Banned Books Week
Support Banned Books Week.
Book censorship of all kinds—even book-burning—continues today. Challenges may come from parents, teachers, clergy members, elected officials, or organized groups, and arise due to objections to language, violence, sexual or racial themes, or religious viewpoint, to name just a few. In 2008, the American Library Association counted 513 challenges. Many other cases go unreported.
Intellectual freedom—the freedom to access information and express ideas, even if the information and ideas might be considered unorthodox or unpopular—provides the foundation for Banned Books Week. Banned Books Week stresses the importance of ensuring the availability of unorthodox or unpopular viewpoints for all who wish to read and access them.
The books featured during Banned Books Week have been targets of attempted bannings.
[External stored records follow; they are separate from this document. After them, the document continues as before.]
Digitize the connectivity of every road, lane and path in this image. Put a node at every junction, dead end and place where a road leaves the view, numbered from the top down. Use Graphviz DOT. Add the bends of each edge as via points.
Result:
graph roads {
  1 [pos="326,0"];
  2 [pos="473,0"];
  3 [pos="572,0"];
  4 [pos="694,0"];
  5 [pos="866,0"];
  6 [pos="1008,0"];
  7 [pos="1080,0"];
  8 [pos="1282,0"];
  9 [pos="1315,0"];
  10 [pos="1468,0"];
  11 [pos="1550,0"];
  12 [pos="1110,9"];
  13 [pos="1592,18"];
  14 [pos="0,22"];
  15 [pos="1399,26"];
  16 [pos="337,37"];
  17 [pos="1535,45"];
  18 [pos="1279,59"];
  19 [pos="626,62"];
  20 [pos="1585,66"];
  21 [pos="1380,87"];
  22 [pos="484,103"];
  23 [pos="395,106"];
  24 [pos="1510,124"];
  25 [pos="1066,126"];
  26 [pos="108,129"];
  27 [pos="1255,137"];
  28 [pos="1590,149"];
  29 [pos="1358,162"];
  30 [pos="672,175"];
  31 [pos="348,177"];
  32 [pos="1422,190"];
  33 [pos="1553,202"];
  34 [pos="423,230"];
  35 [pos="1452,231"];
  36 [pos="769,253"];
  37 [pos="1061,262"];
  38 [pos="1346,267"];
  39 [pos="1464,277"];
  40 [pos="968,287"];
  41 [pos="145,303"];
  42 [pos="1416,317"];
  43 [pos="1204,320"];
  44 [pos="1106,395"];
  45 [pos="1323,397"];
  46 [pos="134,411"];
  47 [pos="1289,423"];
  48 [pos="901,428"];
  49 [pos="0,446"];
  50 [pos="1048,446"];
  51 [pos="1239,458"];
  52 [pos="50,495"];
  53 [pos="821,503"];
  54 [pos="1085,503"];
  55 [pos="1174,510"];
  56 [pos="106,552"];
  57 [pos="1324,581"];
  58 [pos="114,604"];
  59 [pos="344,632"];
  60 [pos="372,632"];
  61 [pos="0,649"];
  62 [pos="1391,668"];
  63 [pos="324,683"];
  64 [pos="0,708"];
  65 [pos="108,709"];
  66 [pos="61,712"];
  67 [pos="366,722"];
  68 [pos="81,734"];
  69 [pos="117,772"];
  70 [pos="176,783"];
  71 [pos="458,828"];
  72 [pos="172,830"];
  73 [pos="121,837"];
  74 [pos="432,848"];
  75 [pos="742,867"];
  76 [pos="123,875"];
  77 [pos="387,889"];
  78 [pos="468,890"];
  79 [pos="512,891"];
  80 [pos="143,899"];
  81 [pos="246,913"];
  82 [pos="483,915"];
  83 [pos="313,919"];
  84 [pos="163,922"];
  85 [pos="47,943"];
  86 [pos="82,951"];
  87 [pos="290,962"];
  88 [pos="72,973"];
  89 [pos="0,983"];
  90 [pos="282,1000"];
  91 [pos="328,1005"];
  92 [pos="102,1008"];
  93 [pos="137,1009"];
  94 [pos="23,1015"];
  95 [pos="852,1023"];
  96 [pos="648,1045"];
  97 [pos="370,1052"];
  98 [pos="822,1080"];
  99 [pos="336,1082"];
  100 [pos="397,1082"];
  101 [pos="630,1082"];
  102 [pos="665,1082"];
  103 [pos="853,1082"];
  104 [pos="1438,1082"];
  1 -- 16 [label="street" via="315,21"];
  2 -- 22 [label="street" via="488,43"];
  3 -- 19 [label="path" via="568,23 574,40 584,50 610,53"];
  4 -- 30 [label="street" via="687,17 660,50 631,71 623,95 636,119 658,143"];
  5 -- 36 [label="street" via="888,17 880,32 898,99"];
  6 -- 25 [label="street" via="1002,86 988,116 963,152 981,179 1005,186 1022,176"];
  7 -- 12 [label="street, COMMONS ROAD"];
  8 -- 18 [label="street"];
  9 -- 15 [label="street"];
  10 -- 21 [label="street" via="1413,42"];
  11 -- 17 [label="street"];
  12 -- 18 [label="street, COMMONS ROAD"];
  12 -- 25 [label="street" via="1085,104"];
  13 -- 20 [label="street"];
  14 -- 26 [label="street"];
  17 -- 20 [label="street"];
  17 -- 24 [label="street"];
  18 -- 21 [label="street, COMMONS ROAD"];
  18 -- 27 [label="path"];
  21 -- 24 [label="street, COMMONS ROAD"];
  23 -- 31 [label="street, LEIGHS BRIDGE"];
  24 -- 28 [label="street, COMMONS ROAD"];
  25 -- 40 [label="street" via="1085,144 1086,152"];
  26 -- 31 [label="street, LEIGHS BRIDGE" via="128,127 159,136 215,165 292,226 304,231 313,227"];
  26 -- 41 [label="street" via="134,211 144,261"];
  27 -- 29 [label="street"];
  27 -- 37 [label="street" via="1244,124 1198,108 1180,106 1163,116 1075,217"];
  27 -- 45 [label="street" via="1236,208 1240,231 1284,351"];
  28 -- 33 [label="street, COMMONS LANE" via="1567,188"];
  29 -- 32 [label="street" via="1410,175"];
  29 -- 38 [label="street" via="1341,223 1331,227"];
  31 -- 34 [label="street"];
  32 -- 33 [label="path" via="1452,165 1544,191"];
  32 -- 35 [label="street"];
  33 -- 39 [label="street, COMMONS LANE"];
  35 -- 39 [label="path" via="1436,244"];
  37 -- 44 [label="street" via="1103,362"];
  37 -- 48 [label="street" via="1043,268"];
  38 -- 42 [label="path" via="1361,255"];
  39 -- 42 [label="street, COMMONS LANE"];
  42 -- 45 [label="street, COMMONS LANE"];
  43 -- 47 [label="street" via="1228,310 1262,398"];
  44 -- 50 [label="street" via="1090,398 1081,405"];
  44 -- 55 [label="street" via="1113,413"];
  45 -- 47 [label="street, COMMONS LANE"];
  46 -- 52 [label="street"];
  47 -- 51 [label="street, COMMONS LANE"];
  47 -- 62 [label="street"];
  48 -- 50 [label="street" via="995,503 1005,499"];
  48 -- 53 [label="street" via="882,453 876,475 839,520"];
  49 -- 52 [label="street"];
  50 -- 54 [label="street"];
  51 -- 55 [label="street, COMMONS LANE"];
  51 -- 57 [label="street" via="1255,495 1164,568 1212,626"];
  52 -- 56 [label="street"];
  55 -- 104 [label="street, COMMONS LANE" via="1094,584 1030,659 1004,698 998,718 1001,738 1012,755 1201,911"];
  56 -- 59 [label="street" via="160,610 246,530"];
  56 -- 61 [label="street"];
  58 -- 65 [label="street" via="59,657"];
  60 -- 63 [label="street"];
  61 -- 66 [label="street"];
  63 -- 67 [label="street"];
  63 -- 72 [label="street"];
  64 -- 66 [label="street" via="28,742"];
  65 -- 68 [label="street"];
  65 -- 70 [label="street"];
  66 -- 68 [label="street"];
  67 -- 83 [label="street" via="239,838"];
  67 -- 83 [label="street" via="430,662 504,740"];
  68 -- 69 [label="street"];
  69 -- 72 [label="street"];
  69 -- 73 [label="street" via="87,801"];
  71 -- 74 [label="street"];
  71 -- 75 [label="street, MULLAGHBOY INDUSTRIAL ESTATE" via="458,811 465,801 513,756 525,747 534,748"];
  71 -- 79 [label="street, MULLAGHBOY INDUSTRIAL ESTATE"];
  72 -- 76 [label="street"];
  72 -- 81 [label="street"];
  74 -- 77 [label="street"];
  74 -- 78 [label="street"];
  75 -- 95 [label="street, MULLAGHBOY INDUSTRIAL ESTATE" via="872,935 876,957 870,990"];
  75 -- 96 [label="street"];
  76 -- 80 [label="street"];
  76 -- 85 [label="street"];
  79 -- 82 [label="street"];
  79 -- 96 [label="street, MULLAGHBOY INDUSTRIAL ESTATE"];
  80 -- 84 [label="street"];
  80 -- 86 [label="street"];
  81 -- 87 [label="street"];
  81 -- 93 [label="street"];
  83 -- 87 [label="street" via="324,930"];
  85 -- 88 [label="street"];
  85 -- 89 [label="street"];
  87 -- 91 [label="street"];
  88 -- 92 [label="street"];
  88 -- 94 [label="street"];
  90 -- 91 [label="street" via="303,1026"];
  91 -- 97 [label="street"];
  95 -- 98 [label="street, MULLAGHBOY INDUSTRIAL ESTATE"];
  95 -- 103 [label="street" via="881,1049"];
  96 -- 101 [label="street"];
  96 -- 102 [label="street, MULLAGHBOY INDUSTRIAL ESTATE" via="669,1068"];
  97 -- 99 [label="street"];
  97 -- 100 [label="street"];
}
Fortunately, while some books were banned or restricted, in a majority of cases the books were not banned, all thanks to the efforts of librarians, teachers, booksellers, and members of the community to retain the books in the library collections.
Imagine how many more books might be challenged—and possibly banned or restricted—if librarians, teachers, and booksellers across the country did not use Banned Books Week each year to teach the importance of our First Amendment rights and the power of literature, and to draw attention to the danger that exists when restraints are imposed on the availability of information in a free society.
Banned Books Week is sponsored by the American Library Association, the American Booksellers Foundation for Free Expression, the American Booksellers Association, the Association of American Publishers and the National Association of College Stores, and was founded in 1982 to raise awareness of censorship problems in the United States and abroad. For the past 25 years, it has remained the only national celebration of the freedom to read.